Survey Data

Reg No

41303160


Rating

Regional


Categories of Special Interest

Architectural, Technical


Previous Name

Ulster Canal Stores


Original Use

Store/warehouse


In Use As

Sports hall/centre/gymnasium


Date

1835 - 1840


Coordinates

267107, 333312


Date Recorded

02/12/2011


Date Updated

--/--/--


Description

Detached eight-bay two-storey limestone-built former canal store, built c.1838. Now in use as school sports hall (McCarthy Hall), with gable-fronted entrance porch to middle of north elevation. Single-storey lean-to addition of c.1990 to same elevation. Pitched slate roof, with stone chimneystack, and cast-iron and some replacement aluminium rainwater goods. Squared rubble masonry walls with sandstone ashlar quoins and window surrounds. Square-headed window openings with block-and-start ashlar surrounds, stone sills and fixed six-pane metal-framed windows. Wider segmental-headed window opening to upper part of east gable. Square-headed door openings with block-and-start ashlar surrounds and tongue-and-groove timber battened doors. Blocked segmental-arch former vehicular openings to both long walls set into square-headed recesses and flanked by pedestrian doorways, one blocked.
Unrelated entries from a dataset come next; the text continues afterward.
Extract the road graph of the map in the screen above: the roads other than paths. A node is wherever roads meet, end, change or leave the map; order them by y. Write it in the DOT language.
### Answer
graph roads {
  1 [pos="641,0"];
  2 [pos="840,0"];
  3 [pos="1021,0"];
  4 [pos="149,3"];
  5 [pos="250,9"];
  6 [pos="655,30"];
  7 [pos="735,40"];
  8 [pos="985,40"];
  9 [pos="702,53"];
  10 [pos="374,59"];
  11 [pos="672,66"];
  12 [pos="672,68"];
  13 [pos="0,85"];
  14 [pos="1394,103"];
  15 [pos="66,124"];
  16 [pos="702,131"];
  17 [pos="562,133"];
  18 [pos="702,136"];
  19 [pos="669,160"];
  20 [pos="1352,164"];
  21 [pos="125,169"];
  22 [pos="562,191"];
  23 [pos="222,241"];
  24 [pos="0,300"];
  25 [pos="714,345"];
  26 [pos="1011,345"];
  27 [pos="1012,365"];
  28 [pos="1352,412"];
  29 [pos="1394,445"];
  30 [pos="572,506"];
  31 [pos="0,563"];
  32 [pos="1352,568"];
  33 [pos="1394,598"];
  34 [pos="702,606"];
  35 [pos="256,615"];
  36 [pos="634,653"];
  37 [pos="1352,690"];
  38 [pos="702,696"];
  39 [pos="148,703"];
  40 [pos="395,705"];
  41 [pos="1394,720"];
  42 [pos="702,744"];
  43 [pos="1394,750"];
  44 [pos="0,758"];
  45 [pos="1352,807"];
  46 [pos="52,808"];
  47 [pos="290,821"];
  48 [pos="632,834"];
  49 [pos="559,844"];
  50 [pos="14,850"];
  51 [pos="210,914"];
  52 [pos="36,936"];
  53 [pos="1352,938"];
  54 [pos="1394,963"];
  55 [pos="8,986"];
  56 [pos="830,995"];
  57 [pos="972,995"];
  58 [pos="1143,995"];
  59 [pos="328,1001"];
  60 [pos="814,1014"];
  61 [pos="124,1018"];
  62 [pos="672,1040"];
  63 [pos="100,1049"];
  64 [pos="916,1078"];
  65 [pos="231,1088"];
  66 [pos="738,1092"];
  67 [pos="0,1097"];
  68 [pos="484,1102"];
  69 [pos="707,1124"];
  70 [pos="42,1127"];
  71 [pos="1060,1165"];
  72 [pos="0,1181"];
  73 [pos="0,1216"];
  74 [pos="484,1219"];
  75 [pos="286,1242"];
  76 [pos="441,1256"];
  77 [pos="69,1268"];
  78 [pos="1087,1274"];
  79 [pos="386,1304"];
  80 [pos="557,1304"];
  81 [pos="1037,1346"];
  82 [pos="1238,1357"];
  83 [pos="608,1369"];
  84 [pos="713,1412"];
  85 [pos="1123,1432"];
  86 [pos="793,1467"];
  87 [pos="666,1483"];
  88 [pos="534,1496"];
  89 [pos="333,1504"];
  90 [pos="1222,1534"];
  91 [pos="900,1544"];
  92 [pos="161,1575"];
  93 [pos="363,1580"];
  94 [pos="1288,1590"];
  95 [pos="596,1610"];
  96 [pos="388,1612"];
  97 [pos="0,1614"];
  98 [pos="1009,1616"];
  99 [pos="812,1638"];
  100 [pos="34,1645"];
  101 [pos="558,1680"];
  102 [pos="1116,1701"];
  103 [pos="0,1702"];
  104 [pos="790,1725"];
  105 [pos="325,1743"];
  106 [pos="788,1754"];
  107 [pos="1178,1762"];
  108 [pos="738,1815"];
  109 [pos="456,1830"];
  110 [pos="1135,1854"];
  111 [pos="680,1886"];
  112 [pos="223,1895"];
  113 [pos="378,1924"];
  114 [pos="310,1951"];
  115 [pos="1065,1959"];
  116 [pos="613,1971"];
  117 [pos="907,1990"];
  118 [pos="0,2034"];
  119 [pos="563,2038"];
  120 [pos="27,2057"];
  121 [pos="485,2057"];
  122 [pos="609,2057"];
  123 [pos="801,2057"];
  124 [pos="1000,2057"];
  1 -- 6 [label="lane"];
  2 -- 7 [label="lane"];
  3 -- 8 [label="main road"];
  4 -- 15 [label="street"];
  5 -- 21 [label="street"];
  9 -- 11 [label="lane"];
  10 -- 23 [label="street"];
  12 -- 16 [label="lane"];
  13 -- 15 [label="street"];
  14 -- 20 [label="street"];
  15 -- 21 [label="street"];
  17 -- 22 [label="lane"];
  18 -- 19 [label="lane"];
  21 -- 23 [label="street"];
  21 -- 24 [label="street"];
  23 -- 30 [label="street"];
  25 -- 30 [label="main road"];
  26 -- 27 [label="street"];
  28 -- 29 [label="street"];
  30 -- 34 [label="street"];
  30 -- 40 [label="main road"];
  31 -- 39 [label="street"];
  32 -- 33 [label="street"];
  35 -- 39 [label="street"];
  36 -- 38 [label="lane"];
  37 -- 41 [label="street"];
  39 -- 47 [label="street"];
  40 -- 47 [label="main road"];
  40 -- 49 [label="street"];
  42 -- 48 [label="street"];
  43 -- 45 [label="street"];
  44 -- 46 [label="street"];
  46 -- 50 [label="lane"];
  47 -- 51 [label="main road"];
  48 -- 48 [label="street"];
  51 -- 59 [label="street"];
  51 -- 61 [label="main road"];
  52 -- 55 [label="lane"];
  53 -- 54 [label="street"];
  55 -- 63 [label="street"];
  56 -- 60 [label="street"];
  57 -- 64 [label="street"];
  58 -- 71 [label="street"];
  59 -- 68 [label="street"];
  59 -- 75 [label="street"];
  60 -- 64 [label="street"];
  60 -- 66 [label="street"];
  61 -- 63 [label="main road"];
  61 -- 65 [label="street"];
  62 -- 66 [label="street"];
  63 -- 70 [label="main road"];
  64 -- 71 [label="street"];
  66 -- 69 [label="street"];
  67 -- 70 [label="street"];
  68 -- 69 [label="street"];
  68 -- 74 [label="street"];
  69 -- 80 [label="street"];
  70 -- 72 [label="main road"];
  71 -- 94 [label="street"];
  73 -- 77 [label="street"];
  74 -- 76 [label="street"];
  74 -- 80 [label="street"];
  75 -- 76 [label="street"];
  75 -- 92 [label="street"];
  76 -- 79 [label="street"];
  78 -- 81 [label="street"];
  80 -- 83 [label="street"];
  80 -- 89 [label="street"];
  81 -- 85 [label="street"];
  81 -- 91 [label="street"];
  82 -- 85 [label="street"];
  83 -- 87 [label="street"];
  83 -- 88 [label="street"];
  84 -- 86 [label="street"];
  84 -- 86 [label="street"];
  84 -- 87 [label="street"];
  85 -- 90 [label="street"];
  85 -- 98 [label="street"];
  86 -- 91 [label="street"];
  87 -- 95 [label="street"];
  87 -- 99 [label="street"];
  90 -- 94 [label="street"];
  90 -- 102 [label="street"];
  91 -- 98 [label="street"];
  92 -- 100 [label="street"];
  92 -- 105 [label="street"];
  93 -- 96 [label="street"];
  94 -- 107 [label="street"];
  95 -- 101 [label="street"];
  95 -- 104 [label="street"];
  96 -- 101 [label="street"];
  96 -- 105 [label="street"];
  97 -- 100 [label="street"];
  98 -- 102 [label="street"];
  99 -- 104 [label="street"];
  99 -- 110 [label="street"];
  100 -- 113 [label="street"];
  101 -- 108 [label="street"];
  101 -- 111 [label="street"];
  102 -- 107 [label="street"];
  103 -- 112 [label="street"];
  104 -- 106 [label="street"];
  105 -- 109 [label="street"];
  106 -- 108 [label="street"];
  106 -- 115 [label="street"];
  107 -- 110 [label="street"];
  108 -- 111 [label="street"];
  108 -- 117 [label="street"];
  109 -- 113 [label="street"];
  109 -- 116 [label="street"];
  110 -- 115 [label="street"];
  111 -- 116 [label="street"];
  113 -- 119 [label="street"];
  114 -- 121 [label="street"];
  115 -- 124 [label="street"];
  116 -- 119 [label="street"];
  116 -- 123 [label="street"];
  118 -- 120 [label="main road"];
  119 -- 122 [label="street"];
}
Building attached, via recent link, to three-bay two-storey ancillary building to north-west that appears to be former dwelling house of nineteenth-century date, having catslide porch to north-west end of front, pitched slate roof, rubble walls, and square-headed openings, ground floor windows now blocked up. South elevation of former canal store fronts onto disused Ulster Canal, adjacent to road/canal bridge at Dawson Street. Buildings are part of Saint Louis Convent complex.

Appraisal

The Ulster Canal, linking Lough Neagh to the Shannon system via Lough Erne, was built over the period 1825-1842, reaching Monaghan in 1838. Although never very successful as a transport route the canal was a major engineering undertaking with considerable socio-historical significance. This former canal store was directly associated with this undertaking, and as such is of both historical and social importance. Architecturally, fine masonry detailing and a simple, industrial aesthetic are characteristic of the era in which the stores were built and the building forms an attractive architectural grouping with the school buildings to its west.